Everyone knows that Montréal women love fashion and go to great lengths to look their best at all times. UGG boots are everywhere, Mat & Nat handbags are a common sight and stiletto-heeled boots grace the shelves and tables in stores.
A very interesting and awe-inspiring sight is to watch a woman manoeuvre ice- and snow-covered sidewalks in high-heeled boots.
Even university students go to class ready to do their little turn on ‘the catwalk’.
There are shoe stores on every block on Montréal’s Saint Catherine’s Street. There are at least five to 10 shoe stores in every mall and there are shoe stores in the underground tunnels leading to the metro.
In these shoe stores, one can always find boots, boots and more boots – green, purple, fringed, leather, suede, high-heeled, buckled – and usually pretty pricey. Unbelievably, to me, these shoe stores are always busy. This is certainly the place to be if you are in the shoe-selling business.
Fashion aside, though, I believe the reason people purchase so many pairs of boots is because of salt. Montréal winters are messy. They are fraught with changing temperatures.
One day, 30 centimetres of snow can fall. The next day, the temperature can reach above zero, melting the snow into puddles that freeze because the next day the temperature drops drastically.
(Hmm … sounds a little like Whitehorse this year.)
Freezing rain here is no joy.
Now, in order to combat the perils of drastic weather changes, the roads and sidewalks are generously doused with salt.
Salt, or sodium chloride (NaCl), is a chemical compound. It facilitates the rapid melting of ice and snow, causes erosion and corrosion, seeps into the ground and … it eats away at beautiful leather footwear.
By the end of the winter, most boots have the unavoidable and ubiquitous salt line, usually around the ankle part of the boot.

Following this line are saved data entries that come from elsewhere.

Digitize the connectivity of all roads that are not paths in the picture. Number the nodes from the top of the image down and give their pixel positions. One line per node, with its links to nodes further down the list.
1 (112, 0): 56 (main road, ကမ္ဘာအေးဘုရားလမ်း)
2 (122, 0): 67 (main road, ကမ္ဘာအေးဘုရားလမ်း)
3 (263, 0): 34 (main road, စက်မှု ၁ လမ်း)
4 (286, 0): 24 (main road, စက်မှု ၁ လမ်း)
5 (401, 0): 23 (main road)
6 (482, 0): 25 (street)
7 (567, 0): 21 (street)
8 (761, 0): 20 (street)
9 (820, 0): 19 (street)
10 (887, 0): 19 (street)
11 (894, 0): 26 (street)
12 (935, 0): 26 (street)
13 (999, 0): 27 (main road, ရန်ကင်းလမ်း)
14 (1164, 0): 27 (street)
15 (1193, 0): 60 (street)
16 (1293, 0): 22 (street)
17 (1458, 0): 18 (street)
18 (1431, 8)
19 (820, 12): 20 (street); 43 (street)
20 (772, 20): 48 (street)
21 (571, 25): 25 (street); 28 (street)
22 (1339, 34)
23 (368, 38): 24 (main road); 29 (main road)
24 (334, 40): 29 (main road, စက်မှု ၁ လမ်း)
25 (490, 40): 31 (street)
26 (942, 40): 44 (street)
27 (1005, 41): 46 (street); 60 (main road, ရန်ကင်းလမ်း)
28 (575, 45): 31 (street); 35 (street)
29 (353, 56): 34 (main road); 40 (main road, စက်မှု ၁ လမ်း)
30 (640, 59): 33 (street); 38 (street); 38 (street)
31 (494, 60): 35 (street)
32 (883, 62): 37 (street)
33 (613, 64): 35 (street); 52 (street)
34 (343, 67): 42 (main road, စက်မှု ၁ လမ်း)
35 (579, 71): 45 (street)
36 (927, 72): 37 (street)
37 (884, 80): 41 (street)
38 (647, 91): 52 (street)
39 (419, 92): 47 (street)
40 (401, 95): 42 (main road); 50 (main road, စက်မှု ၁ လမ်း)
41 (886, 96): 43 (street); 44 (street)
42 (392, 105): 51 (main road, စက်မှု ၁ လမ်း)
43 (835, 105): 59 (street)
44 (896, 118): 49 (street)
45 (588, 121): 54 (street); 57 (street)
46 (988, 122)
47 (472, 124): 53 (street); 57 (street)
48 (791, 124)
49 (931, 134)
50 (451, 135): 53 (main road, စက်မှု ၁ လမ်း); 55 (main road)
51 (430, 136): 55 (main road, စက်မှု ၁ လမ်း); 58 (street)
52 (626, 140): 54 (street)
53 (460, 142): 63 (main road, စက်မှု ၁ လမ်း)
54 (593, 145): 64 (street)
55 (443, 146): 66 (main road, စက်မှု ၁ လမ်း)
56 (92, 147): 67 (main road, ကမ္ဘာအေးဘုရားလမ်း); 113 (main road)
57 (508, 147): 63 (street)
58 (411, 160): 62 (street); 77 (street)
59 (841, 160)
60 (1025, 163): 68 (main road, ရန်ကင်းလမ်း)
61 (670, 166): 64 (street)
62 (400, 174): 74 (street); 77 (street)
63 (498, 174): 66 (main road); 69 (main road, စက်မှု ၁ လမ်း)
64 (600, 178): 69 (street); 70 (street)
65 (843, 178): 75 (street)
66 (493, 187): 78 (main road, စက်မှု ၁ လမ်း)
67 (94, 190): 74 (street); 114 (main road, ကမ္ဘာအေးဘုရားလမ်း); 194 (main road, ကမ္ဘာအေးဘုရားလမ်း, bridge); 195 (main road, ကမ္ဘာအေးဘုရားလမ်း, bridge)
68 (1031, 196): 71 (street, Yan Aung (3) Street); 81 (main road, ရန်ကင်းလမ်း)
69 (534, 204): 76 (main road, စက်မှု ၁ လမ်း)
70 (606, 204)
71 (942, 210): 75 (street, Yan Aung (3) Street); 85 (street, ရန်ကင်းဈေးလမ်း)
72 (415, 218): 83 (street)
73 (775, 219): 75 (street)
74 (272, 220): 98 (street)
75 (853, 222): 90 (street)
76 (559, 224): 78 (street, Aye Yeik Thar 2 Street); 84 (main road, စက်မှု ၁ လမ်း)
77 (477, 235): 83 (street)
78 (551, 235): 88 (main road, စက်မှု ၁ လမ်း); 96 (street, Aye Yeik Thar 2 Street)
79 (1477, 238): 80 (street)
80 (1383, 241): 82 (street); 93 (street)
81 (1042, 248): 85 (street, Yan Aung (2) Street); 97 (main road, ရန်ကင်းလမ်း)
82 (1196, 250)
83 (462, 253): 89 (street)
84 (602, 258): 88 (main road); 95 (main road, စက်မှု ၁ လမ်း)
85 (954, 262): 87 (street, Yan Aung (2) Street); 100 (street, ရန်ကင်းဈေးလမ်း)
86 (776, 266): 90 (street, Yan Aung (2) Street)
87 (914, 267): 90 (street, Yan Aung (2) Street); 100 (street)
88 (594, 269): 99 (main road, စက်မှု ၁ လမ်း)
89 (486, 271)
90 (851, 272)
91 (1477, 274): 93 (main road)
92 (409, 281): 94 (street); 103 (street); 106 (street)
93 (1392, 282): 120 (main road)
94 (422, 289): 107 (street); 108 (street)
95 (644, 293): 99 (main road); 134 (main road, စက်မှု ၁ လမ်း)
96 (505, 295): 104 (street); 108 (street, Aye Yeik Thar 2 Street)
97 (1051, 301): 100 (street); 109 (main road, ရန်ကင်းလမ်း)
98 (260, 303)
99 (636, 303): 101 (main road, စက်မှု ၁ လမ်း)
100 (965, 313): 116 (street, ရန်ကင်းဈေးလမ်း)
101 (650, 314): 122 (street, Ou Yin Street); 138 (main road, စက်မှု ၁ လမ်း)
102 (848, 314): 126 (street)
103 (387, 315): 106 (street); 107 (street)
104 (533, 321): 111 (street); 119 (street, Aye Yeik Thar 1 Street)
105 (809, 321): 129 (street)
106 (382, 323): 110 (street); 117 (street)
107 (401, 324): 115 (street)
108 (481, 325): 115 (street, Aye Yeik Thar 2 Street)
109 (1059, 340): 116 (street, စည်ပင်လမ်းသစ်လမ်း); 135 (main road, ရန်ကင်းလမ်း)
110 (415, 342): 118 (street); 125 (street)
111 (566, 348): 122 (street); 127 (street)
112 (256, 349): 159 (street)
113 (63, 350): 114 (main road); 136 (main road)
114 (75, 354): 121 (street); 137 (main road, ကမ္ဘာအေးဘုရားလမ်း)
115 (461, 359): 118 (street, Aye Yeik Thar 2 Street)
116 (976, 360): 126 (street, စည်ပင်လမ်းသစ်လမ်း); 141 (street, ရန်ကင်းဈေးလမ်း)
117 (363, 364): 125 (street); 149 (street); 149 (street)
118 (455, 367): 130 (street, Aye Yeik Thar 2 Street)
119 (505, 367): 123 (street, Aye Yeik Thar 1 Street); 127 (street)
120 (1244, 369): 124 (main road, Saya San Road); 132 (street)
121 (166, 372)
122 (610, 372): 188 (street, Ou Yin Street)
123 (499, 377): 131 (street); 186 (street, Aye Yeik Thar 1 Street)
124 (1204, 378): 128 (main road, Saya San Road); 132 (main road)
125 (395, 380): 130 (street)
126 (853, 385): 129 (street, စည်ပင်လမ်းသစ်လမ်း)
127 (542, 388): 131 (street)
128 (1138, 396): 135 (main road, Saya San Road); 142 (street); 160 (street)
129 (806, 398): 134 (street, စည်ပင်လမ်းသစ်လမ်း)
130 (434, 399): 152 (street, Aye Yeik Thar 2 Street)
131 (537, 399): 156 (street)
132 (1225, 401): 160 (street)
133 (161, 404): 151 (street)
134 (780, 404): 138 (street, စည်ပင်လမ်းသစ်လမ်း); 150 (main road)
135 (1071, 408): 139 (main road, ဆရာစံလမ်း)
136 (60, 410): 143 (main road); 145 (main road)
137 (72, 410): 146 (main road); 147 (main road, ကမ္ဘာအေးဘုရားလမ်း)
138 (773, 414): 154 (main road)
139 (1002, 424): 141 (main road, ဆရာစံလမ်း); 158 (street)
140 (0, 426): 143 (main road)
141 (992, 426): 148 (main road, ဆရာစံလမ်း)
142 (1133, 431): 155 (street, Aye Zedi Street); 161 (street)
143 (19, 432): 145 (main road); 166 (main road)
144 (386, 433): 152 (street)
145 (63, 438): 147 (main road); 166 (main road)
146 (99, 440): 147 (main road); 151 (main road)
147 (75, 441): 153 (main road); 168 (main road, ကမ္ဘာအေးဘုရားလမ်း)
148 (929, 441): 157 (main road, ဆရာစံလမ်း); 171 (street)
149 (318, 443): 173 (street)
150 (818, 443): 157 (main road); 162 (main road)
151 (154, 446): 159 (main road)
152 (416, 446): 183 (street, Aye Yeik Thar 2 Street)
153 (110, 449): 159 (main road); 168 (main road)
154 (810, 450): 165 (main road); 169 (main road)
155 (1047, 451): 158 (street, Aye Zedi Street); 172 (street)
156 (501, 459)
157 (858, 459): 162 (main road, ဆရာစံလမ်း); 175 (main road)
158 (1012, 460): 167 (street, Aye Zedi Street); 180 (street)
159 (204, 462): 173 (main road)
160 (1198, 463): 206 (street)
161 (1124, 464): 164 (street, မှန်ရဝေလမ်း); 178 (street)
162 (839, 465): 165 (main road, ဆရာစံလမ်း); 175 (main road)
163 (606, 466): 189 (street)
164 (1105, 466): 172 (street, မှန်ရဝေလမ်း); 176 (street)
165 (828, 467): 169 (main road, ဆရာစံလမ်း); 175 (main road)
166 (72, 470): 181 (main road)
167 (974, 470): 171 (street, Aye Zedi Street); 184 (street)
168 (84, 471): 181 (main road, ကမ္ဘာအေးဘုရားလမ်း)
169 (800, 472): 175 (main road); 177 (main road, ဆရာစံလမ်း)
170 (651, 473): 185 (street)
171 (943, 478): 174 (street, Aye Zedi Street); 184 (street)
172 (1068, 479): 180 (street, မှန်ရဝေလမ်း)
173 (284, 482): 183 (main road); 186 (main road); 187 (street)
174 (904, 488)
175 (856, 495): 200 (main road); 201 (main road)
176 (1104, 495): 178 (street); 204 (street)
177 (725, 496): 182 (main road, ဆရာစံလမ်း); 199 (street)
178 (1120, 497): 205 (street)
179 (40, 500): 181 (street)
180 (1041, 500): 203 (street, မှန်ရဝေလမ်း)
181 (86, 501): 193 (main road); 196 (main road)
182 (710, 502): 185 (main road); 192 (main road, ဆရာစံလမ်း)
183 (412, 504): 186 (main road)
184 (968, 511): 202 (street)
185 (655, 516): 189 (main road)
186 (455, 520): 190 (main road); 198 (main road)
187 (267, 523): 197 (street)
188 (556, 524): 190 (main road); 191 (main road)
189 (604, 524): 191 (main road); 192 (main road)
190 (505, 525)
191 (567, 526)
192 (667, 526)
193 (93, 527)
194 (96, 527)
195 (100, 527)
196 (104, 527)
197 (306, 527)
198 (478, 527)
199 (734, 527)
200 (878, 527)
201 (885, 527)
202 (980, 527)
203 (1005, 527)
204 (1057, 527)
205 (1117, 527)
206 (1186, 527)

As a child, growing up here, I remember the harsh winters and slippery sidewalks, but I also remember the city engineers shovelling sand onto the roads, just like in Whitehorse. It’s messy come springtime, but sand offers better traction for the pedestrian and it’s much kinder to footwear.
Many historians believe that salt played a part in the fall of Ancient Mesopotamia. Demand for larger harvests forced the Mesopotamians to irrigate all the way to the sea and, thus, the soil was ruined by salt.
Salt may even be a cause for some of the problems Montréal is facing with the ageing road infrastructure. The roads are not only old, but have probably also been weakened by the salt corrosion that eats away at the cement, concrete and asphalt.
Yes, salt appears to be the cause for countless numbers of boots ending up in landfills, for starters.
Could salt bring about the demise of modern city centres? Food for thought, I guess …
Just go easy on the salt when seasoning.